What Is Tarp Aid?
- The unexpected collapse of major financial institutions, including Lehman Brothers, AIG, Freddie Mac, and Fannie Mae, in September 2008 sparked fear of a chain reaction of bank failures. TARP was originally conceived with the intent of having the Treasury Department purchase banks' mortgage-based securities (MBS) which had plummeted in value. Theoretically, this would stabilize banks by providing them with a cash infusion while removing the toxic assets from their balance sheets. Ultimately, TARP funds were used to provide direct relief to the banks.

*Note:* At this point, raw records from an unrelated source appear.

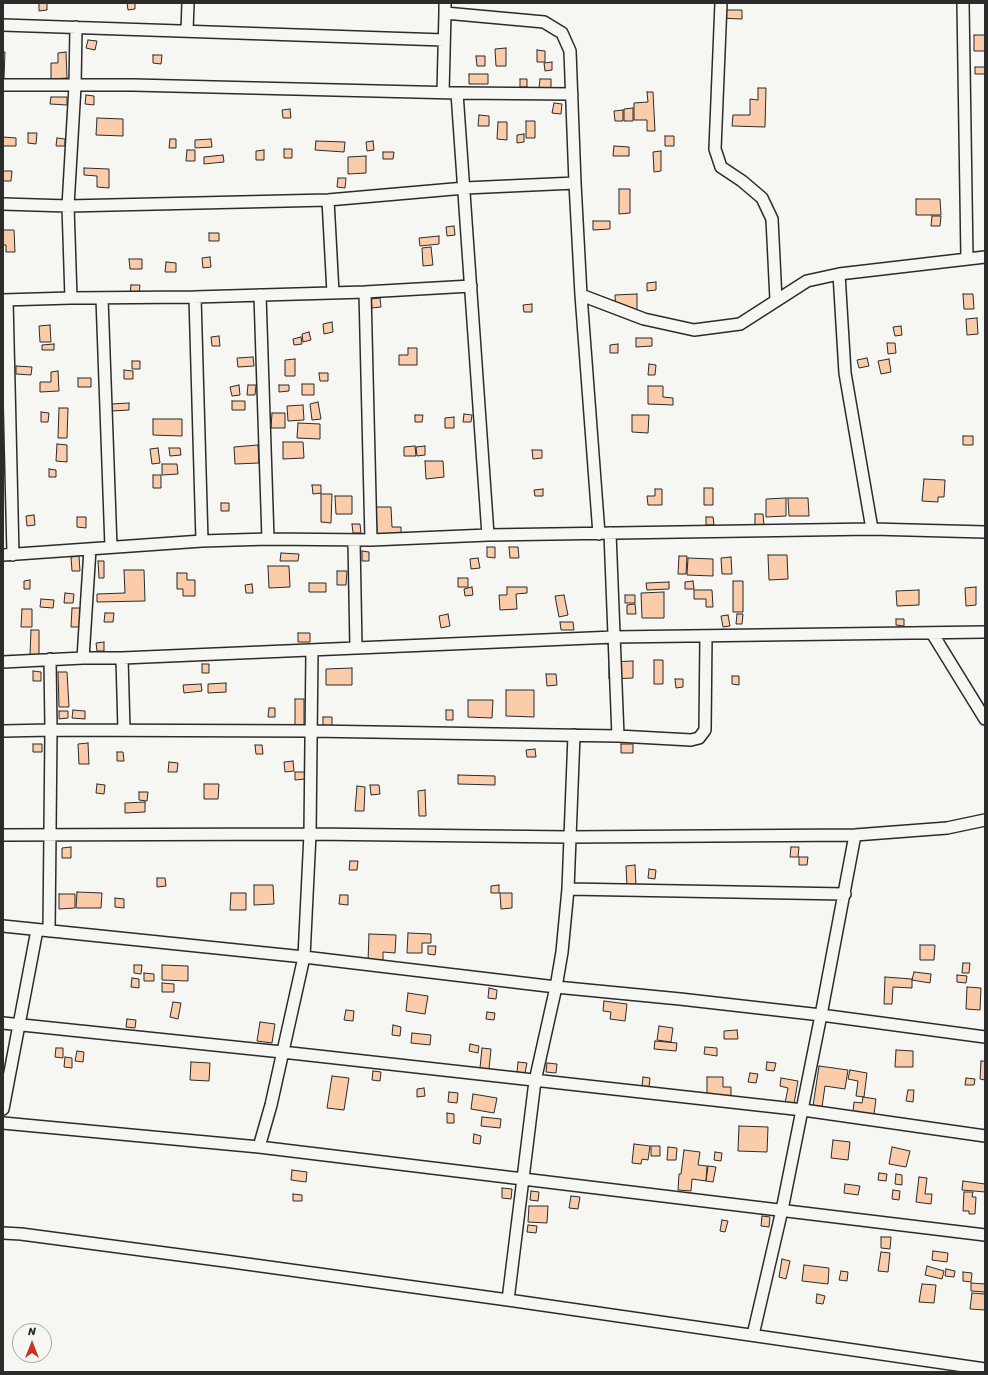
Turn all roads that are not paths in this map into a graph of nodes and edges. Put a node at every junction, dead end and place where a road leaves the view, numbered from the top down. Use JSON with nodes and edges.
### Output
{"nodes":[{"id":1,"x":188,"y":3,"type":"edge"},
{"id":2,"x":720,"y":3,"type":"edge"},
{"id":3,"x":964,"y":3,"type":"edge"},
{"id":4,"x":445,"y":8,"type":"edge"},
{"id":5,"x":3,"y":25,"type":"edge"},
{"id":6,"x":76,"y":28,"type":"junction"},
{"id":7,"x":187,"y":31,"type":"junction"},
{"id":8,"x":444,"y":40,"type":"junction"},
{"id":9,"x":3,"y":85,"type":"edge"},
{"id":10,"x":75,"y":86,"type":"junction"},
{"id":11,"x":443,"y":92,"type":"junction"},
{"id":12,"x":457,"y":93,"type":"junction"},
{"id":13,"x":572,"y":94,"type":"junction"},
{"id":14,"x":575,"y":183,"type":"junction"},
{"id":15,"x":465,"y":188,"type":"junction"},
{"id":16,"x":328,"y":200,"type":"junction"},
{"id":17,"x":3,"y":204,"type":"edge"},
{"id":18,"x":68,"y":206,"type":"junction"},
{"id":19,"x":985,"y":257,"type":"edge"},
{"id":20,"x":967,"y":259,"type":"junction"},
{"id":21,"x":839,"y":274,"type":"junction"},
{"id":22,"x":471,"y":286,"type":"junction"},
{"id":23,"x":365,"y":292,"type":"junction"},
{"id":24,"x":332,"y":293,"type":"junction"},
{"id":25,"x":260,"y":295,"type":"junction"},
{"id":26,"x":582,"y":295,"type":"junction"},
{"id":27,"x":195,"y":297,"type":"junction"},
{"id":28,"x":71,"y":298,"type":"junction"},
{"id":29,"x":102,"y":298,"type":"junction"},
{"id":30,"x":5,"y":300,"type":"edge"},
{"id":31,"x":776,"y":300,"type":"junction"},
{"id":32,"x":872,"y":529,"type":"junction"},
{"id":33,"x":985,"y":532,"type":"edge"},
{"id":34,"x":604,"y":533,"type":"junction"},
{"id":35,"x":488,"y":535,"type":"junction"},
{"id":36,"x":268,"y":539,"type":"junction"},
{"id":37,"x":354,"y":540,"type":"junction"},
{"id":38,"x":371,"y":540,"type":"junction"},
{"id":39,"x":202,"y":541,"type":"junction"},
{"id":40,"x":111,"y":547,"type":"junction"},
{"id":41,"x":90,"y":549,"type":"junction"},
{"id":42,"x":8,"y":555,"type":"edge"},
{"id":43,"x":985,"y":632,"type":"edge"},
{"id":44,"x":932,"y":633,"type":"junction"},
{"id":45,"x":706,"y":636,"type":"junction"},
{"id":46,"x":614,"y":637,"type":"junction"},
{"id":47,"x":356,"y":648,"type":"junction"},
{"id":48,"x":312,"y":650,"type":"junction"},
{"id":49,"x":83,"y":658,"type":"junction"},
{"id":50,"x":122,"y":658,"type":"junction"},
{"id":51,"x":50,"y":659,"type":"junction"},
{"id":52,"x":3,"y":662,"type":"edge"},
{"id":53,"x":985,"y":719,"type":"edge"},
{"id":54,"x":51,"y":730,"type":"junction"},
{"id":55,"x":124,"y":730,"type":"junction"},
{"id":56,"x":3,"y":731,"type":"edge"},
{"id":57,"x":311,"y":731,"type":"junction"},
{"id":58,"x":574,"y":735,"type":"junction"},
{"id":59,"x":618,"y":736,"type":"junction"},
{"id":60,"x":985,"y":820,"type":"edge"},
{"id":61,"x":310,"y":834,"type":"junction"},
{"id":62,"x":3,"y":835,"type":"edge"},
{"id":63,"x":50,"y":835,"type":"junction"},
{"id":64,"x":855,"y":835,"type":"junction"},
{"id":65,"x":569,"y":837,"type":"junction"},
{"id":66,"x":568,"y":889,"type":"junction"},
{"id":67,"x":845,"y":894,"type":"junction"},
{"id":68,"x":3,"y":926,"type":"edge"},
{"id":69,"x":37,"y":930,"type":"junction"},
{"id":70,"x":49,"y":931,"type":"junction"},
{"id":71,"x":304,"y":958,"type":"junction"},
{"id":72,"x":556,"y":986,"type":"junction"},
{"id":73,"x":822,"y":1015,"type":"junction"},
{"id":74,"x":3,"y":1023,"type":"edge"},
{"id":75,"x":18,"y":1025,"type":"junction"},
{"id":76,"x":985,"y":1036,"type":"edge"},
{"id":77,"x":282,"y":1052,"type":"junction"},
{"id":78,"x":535,"y":1081,"type":"junction"},
{"id":79,"x":3,"y":1108,"type":"edge"},
{"id":80,"x":803,"y":1110,"type":"junction"},
{"id":81,"x":3,"y":1123,"type":"edge"},
{"id":82,"x":985,"y":1136,"type":"edge"},
{"id":83,"x":259,"y":1147,"type":"junction"},
{"id":84,"x":523,"y":1178,"type":"junction"},
{"id":85,"x":782,"y":1210,"type":"junction"},
{"id":86,"x":3,"y":1233,"type":"edge"},
{"id":87,"x":985,"y":1234,"type":"edge"},
{"id":88,"x":508,"y":1300,"type":"junction"},
{"id":89,"x":753,"y":1335,"type":"junction"},
{"id":90,"x":985,"y":1369,"type":"edge"}],
"edges":[{"from":1,"to":7,"type":"street"},
{"from":2,"to":31,"type":"street"},
{"from":3,"to":20,"type":"street"},
{"from":4,"to":8,"type":"street"},
{"from":4,"to":13,"type":"street"},
{"from":5,"to":6,"type":"street"},
{"from":6,"to":7,"type":"street"},
{"from":6,"to":10,"type":"street"},
{"from":7,"to":8,"type":"street"},
{"from":8,"to":11,"type":"street"},
{"from":9,"to":10,"type":"street"},
{"from":10,"to":11,"type":"street"},
{"from":10,"to":18,"type":"street"},
{"from":11,"to":12,"type":"street"},
{"from":12,"to":13,"type":"street"},
{"from":12,"to":15,"type":"street"},
{"from":13,"to":14,"type":"street"},
{"from":14,"to":15,"type":"street"},
{"from":14,"to":26,"type":"street"},
{"from":15,"to":16,"type":"street"},
{"from":15,"to":22,"type":"street"},
{"from":16,"to":18,"type":"street"},
{"from":16,"to":24,"type":"street"},
{"from":17,"to":18,"type":"street"},
{"from":18,"to":28,"type":"street"},
{"from":19,"to":20,"type":"street"},
{"from":20,"to":21,"type":"street"},
{"from":21,"to":31,"type":"street"},
{"from":21,"to":32,"type":"street"},
{"from":22,"to":23,"type":"street"},
{"from":22,"to":35,"type":"street"},
{"from":23,"to":24,"type":"street"},
{"from":23,"to":38,"type":"street"},
{"from":24,"to":25,"type":"street"},
{"from":25,"to":27,"type":"street"},
{"from":25,"to":36,"type":"street"},
{"from":26,"to":31,"type":"street"},
{"from":26,"to":34,"type":"street"},
{"from":27,"to":29,"type":"street"},
{"from":27,"to":39,"type":"street"},
{"from":28,"to":29,"type":"street"},
{"from":28,"to":30,"type":"street"},
{"from":29,"to":40,"type":"street"},
{"from":30,"to":42,"type":"street"},
{"from":32,"to":33,"type":"street"},
{"from":32,"to":34,"type":"street"},
{"from":34,"to":35,"type":"street"},
{"from":34,"to":46,"type":"street"},
{"from":35,"to":38,"type":"street"},
{"from":36,"to":37,"type":"street"},
{"from":36,"to":39,"type":"street"},
{"from":37,"to":38,"type":"street"},
{"from":37,"to":47,"type":"street"},
{"from":39,"to":40,"type":"street"},
{"from":40,"to":41,"type":"street"},
{"from":41,"to":42,"type":"street"},
{"from":41,"to":49,"type":"street"},
{"from":43,"to":44,"type":"street"},
{"from":44,"to":45,"type":"street"},
{"from":44,"to":53,"type":"street"},
{"from":45,"to":46,"type":"street"},
{"from":45,"to":59,"type":"street"},
{"from":46,"to":47,"type":"street"},
{"from":46,"to":59,"type":"street"},
{"from":47,"to":48,"type":"street"},
{"from":48,"to":50,"type":"street"},
{"from":48,"to":57,"type":"street"},
{"from":49,"to":50,"type":"street"},
{"from":49,"to":51,"type":"street"},
{"from":50,"to":55,"type":"street"},
{"from":51,"to":52,"type":"street"},
{"from":51,"to":54,"type":"street"},
{"from":54,"to":55,"type":"street"},
{"from":54,"to":56,"type":"street"},
{"from":54,"to":63,"type":"street"},
{"from":55,"to":57,"type":"street"},
{"from":57,"to":58,"type":"street"},
{"from":57,"to":61,"type":"street"},
{"from":58,"to":59,"type":"street"},
{"from":58,"to":65,"type":"street"},
{"from":60,"to":64,"type":"street"},
{"from":61,"to":63,"type":"street"},
{"from":61,"to":65,"type":"street"},
{"from":61,"to":71,"type":"street"},
{"from":62,"to":63,"type":"street"},
{"from":63,"to":70,"type":"street"},
{"from":64,"to":65,"type":"street"},
{"from":64,"to":67,"type":"street"},
{"from":65,"to":66,"type":"street"},
{"from":66,"to":67,"type":"street"},
{"from":66,"to":72,"type":"street"},
{"from":67,"to":73,"type":"street"},
{"from":68,"to":69,"type":"street"},
{"from":69,"to":70,"type":"street"},
{"from":69,"to":75,"type":"street"},
{"from":70,"to":71,"type":"street"},
{"from":71,"to":72,"type":"street"},
{"from":71,"to":77,"type":"street"},
{"from":72,"to":73,"type":"street"},
{"from":72,"to":78,"type":"street"},
{"from":73,"to":76,"type":"street"},
{"from":73,"to":80,"type":"street"},
{"from":74,"to":75,"type":"street"},
{"from":75,"to":77,"type":"street"},
{"from":75,"to":79,"type":"street"},
{"from":77,"to":78,"type":"street"},
{"from":77,"to":83,"type":"street"},
{"from":78,"to":80,"type":"street"},
{"from":78,"to":84,"type":"street"},
{"from":80,"to":82,"type":"street"},
{"from":80,"to":85,"type":"street"},
{"from":81,"to":83,"type":"street"},
{"from":83,"to":84,"type":"street"},
{"from":84,"to":85,"type":"street"},
{"from":84,"to":88,"type":"street"},
{"from":85,"to":87,"type":"street"},
{"from":85,"to":89,"type":"street"},
{"from":86,"to":88,"type":"street"},
{"from":88,"to":89,"type":"street"},
{"from":89,"to":90,"type":"street"}]}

- Congress passed H.R. 1424 on Oct. 3, 2008, which enacted the Emergency Economic Stabilization Act of 2008. The act created TARP, which conditionally provided the Treasury Department with $700 billion to aid struggling financial institutions. The treasury received $250 billion immediately, while the release of the next $100 billion was contingent on the President's approval, and Congress and the President were empowered to veto the acquisition of the final $350 billion.
- An oversight committee was established to monitor the dispensation of TARP funds which included the heads of the Securities and Exchange Commission (SEC), the Federal Reserve, and the Federal Housing Finance Agency, along with the Secretaries of the Treasury and Housing and Urban Development. The committee makes recommendations on fund distribution and can report suspected fraud or malfeasance to the U.S. Attorney General. The Treasury Secretary is responsible for reporting to Congress every 60 days detailing TARP's activities and providing detailed financial statements.
- Regulators used the Camel ratings, a list of confidential criteria, to determine which institutions received TARP funding. Substantial funding was provided to institutions that were deemed "too big to fail" on the assumption that their collapse would cause a domino effect of subsequent bank failures. Major recipients included AIG, which received almost $70 billion, Citigroup, which received $50 billion, and Bank of America, which secured $45 billion.
- Most TARP recipients used their funding to reduce their debt loads and acquire weaker banks despite Congress' intention that the funds be used to provide business and consumer credit. None of the first $350 billion in TARP funding was used to stem the tide of foreclosures, a development that drew sharp criticism from the public and many members of Congress.